PROBLEM TO SOLVE:
What lines of the material hold the string "Озеленителей"? Pull each of them out.

RECORD EXTRACTS:

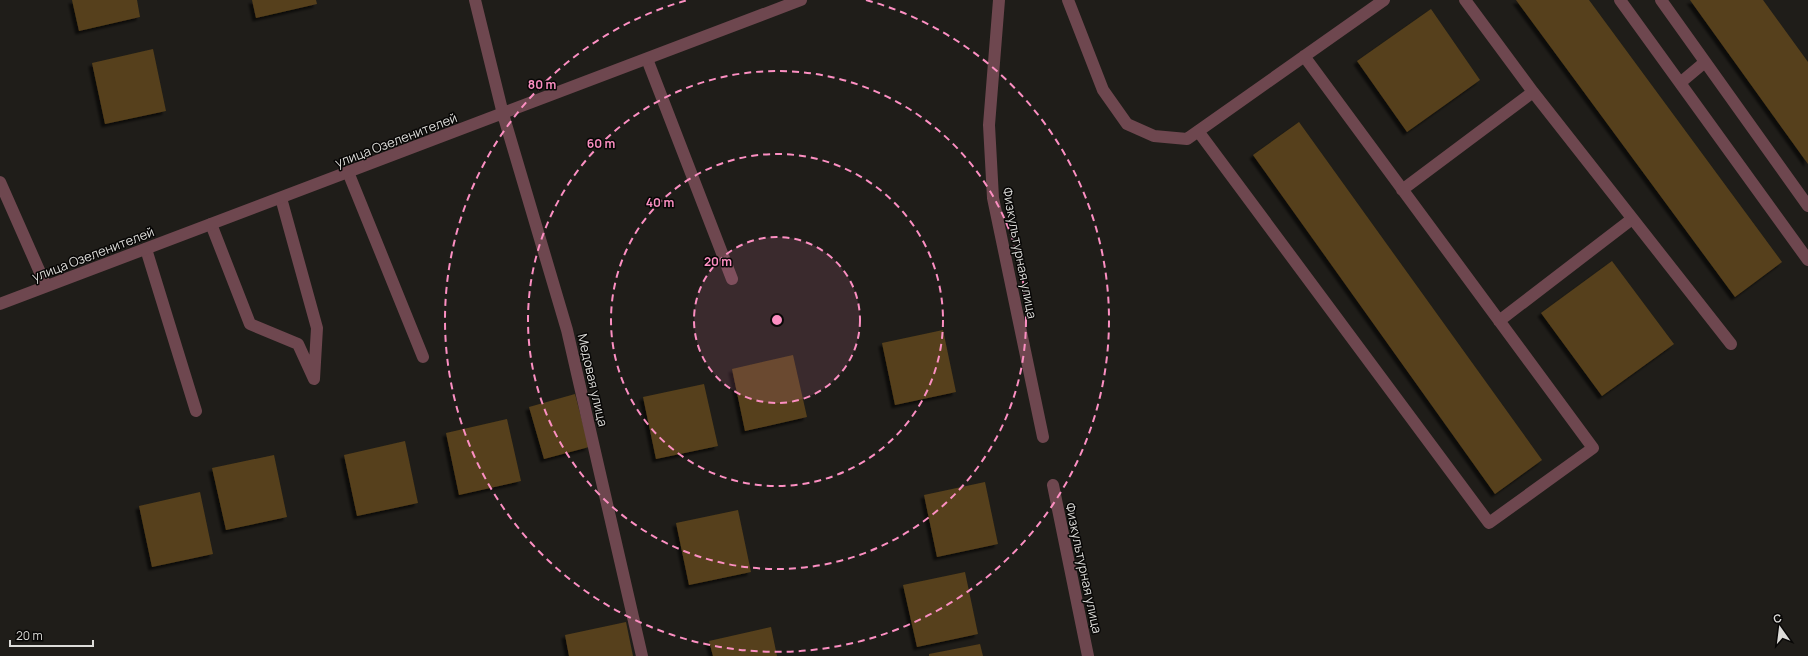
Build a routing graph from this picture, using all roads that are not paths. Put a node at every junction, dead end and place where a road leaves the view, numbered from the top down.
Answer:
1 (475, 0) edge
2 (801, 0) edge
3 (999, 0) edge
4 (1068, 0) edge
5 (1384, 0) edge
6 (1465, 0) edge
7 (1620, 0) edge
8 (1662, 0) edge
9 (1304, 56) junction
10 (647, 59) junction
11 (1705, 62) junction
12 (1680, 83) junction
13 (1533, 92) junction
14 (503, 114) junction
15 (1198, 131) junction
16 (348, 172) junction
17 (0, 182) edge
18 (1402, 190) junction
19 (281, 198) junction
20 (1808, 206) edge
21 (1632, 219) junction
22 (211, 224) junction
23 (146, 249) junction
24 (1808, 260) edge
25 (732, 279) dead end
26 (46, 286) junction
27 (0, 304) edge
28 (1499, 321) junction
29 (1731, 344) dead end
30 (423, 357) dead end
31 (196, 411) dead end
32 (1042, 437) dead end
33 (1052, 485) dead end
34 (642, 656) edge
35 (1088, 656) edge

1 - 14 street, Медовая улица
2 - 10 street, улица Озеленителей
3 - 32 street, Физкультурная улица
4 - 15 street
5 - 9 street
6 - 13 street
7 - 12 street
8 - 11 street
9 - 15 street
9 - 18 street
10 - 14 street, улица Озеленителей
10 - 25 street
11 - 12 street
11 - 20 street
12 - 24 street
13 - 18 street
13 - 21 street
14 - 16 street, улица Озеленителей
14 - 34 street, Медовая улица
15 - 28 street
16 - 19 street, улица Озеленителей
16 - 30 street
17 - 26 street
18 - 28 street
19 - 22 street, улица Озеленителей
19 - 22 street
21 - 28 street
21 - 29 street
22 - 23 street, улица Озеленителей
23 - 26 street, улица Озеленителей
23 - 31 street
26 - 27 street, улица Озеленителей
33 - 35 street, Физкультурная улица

EXPECTED ANSWER:
2 - 10 street, улица Озеленителей
10 - 14 street, улица Озеленителей
14 - 16 street, улица Озеленителей
16 - 19 street, улица Озеленителей
19 - 22 street, улица Озеленителей
22 - 23 street, улица Озеленителей
23 - 26 street, улица Озеленителей
26 - 27 street, улица Озеленителей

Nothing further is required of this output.